As described above, according to the present invention, a magnetic recording medium having a protective layer with higher durability can be obtained.

 ─────────────────────────────────────────────────── ─── Continuation of the front page (72) Inventor Katsumi Sasaki 2606 Akabane, Kai-cho, Haga-gun, Tochigi Kao Institute of Stock Research

Claims (5)

[Claims] 1. A magnetic recording medium having a support, a magnetic layer formed on the support, and a protective layer formed on the magnetic layer by an ECR plasma CVD method, wherein the protective layer is carbon. A magnetic recording medium containing silicon. 2. The magnetic recording medium according to claim 1, wherein the ratio of silicon in the protective layer is 0.1 to 45 atom% (several percentages). 3. A step of forming a protective layer containing carbon and silicon on the magnetic layer formed on a support by an ECR plasma CVD method using a silicon-containing organic compound as a raw material.

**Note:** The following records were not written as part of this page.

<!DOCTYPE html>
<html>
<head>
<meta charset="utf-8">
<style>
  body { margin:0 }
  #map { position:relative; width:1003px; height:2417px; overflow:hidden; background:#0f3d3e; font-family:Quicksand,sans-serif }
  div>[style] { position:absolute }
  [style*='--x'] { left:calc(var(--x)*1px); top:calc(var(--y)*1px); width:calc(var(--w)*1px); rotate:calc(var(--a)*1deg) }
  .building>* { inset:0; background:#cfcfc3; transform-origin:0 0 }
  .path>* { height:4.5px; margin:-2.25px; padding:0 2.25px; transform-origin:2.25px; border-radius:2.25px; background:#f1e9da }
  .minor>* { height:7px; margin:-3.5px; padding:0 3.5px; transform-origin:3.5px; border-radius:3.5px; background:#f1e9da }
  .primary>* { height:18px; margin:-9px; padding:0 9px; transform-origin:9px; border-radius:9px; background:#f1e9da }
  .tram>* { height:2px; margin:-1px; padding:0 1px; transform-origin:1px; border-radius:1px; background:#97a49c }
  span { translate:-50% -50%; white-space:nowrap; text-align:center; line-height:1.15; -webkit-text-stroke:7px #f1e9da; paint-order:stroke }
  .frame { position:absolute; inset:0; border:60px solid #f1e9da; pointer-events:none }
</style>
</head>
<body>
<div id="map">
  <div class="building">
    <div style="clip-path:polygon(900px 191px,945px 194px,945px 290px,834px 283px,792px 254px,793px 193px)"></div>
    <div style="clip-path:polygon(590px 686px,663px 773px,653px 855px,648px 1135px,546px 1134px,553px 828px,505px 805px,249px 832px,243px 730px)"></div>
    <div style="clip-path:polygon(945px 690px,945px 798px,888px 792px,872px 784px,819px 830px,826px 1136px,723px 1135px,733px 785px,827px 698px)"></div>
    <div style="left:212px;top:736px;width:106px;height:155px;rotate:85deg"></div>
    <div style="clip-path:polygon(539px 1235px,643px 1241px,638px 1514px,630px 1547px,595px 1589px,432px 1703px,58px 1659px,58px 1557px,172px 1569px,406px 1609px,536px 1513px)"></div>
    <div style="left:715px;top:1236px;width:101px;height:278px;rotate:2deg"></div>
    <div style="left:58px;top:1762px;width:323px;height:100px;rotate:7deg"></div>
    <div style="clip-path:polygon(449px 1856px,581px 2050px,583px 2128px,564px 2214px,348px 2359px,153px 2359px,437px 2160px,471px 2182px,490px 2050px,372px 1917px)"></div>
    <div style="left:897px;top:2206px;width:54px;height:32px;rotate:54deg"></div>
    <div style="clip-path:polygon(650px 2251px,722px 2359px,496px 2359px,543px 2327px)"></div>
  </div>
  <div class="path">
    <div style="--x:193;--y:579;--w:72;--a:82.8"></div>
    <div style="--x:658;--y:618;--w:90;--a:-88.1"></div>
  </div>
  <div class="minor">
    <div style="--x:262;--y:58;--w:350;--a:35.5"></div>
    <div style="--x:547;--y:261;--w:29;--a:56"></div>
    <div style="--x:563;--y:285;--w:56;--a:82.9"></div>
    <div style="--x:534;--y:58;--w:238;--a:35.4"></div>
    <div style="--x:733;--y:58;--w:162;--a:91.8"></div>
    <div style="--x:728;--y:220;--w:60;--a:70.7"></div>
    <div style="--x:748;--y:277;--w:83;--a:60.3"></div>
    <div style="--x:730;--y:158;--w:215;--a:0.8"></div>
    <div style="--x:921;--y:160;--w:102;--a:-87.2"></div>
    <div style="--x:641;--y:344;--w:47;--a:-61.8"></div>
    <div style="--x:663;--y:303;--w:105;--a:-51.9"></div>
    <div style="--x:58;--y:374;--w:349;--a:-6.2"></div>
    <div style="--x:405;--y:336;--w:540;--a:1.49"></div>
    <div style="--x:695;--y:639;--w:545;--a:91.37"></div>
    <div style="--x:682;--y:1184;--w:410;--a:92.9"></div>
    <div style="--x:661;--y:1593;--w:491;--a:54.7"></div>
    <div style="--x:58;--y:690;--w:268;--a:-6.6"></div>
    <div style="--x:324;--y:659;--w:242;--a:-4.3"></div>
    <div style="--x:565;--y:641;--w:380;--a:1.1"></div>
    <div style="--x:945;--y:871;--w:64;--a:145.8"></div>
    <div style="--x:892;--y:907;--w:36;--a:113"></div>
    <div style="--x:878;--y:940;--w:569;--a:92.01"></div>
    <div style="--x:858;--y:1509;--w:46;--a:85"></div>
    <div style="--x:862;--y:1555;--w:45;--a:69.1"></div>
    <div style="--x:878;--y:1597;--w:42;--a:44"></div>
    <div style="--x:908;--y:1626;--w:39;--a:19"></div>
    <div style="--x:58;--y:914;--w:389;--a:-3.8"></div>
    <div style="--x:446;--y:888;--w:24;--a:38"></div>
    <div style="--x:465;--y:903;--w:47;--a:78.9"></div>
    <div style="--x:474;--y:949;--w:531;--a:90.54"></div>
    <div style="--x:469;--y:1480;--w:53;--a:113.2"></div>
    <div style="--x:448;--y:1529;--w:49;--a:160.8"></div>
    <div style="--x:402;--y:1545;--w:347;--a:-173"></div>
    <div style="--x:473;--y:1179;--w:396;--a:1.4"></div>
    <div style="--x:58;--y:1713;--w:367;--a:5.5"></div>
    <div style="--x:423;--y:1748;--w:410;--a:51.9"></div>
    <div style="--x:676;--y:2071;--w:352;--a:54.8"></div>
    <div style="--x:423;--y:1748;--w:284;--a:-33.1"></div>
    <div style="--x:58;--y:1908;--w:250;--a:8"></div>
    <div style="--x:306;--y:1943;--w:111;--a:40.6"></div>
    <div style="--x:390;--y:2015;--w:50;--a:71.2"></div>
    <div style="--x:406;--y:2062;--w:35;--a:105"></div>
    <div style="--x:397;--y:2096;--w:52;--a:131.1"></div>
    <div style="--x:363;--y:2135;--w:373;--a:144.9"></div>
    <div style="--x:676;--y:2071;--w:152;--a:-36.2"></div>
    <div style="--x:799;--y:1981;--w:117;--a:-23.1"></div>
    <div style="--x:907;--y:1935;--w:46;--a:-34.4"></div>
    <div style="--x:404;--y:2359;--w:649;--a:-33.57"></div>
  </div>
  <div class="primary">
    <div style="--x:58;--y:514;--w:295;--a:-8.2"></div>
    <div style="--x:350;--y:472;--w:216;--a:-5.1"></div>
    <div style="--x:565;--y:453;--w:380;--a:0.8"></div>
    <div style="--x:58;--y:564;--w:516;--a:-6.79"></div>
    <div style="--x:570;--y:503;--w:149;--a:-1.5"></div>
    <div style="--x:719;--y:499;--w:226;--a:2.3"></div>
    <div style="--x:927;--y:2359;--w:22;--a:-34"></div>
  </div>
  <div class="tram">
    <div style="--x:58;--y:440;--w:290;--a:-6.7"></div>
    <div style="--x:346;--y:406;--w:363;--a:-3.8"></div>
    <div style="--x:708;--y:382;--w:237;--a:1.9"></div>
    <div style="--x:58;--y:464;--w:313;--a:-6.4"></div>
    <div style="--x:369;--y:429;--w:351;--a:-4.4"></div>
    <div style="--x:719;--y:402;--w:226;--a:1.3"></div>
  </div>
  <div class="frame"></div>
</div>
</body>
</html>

Manufacturing method of magnetic recording medium. 4. The method for manufacturing a magnetic recording medium according to claim 3, wherein the silicon-containing organic compound is an organic silane. 5. The method for producing a magnetic recording medium according to claim 3, wherein the silicon-containing organic compound is a silane coupling agent.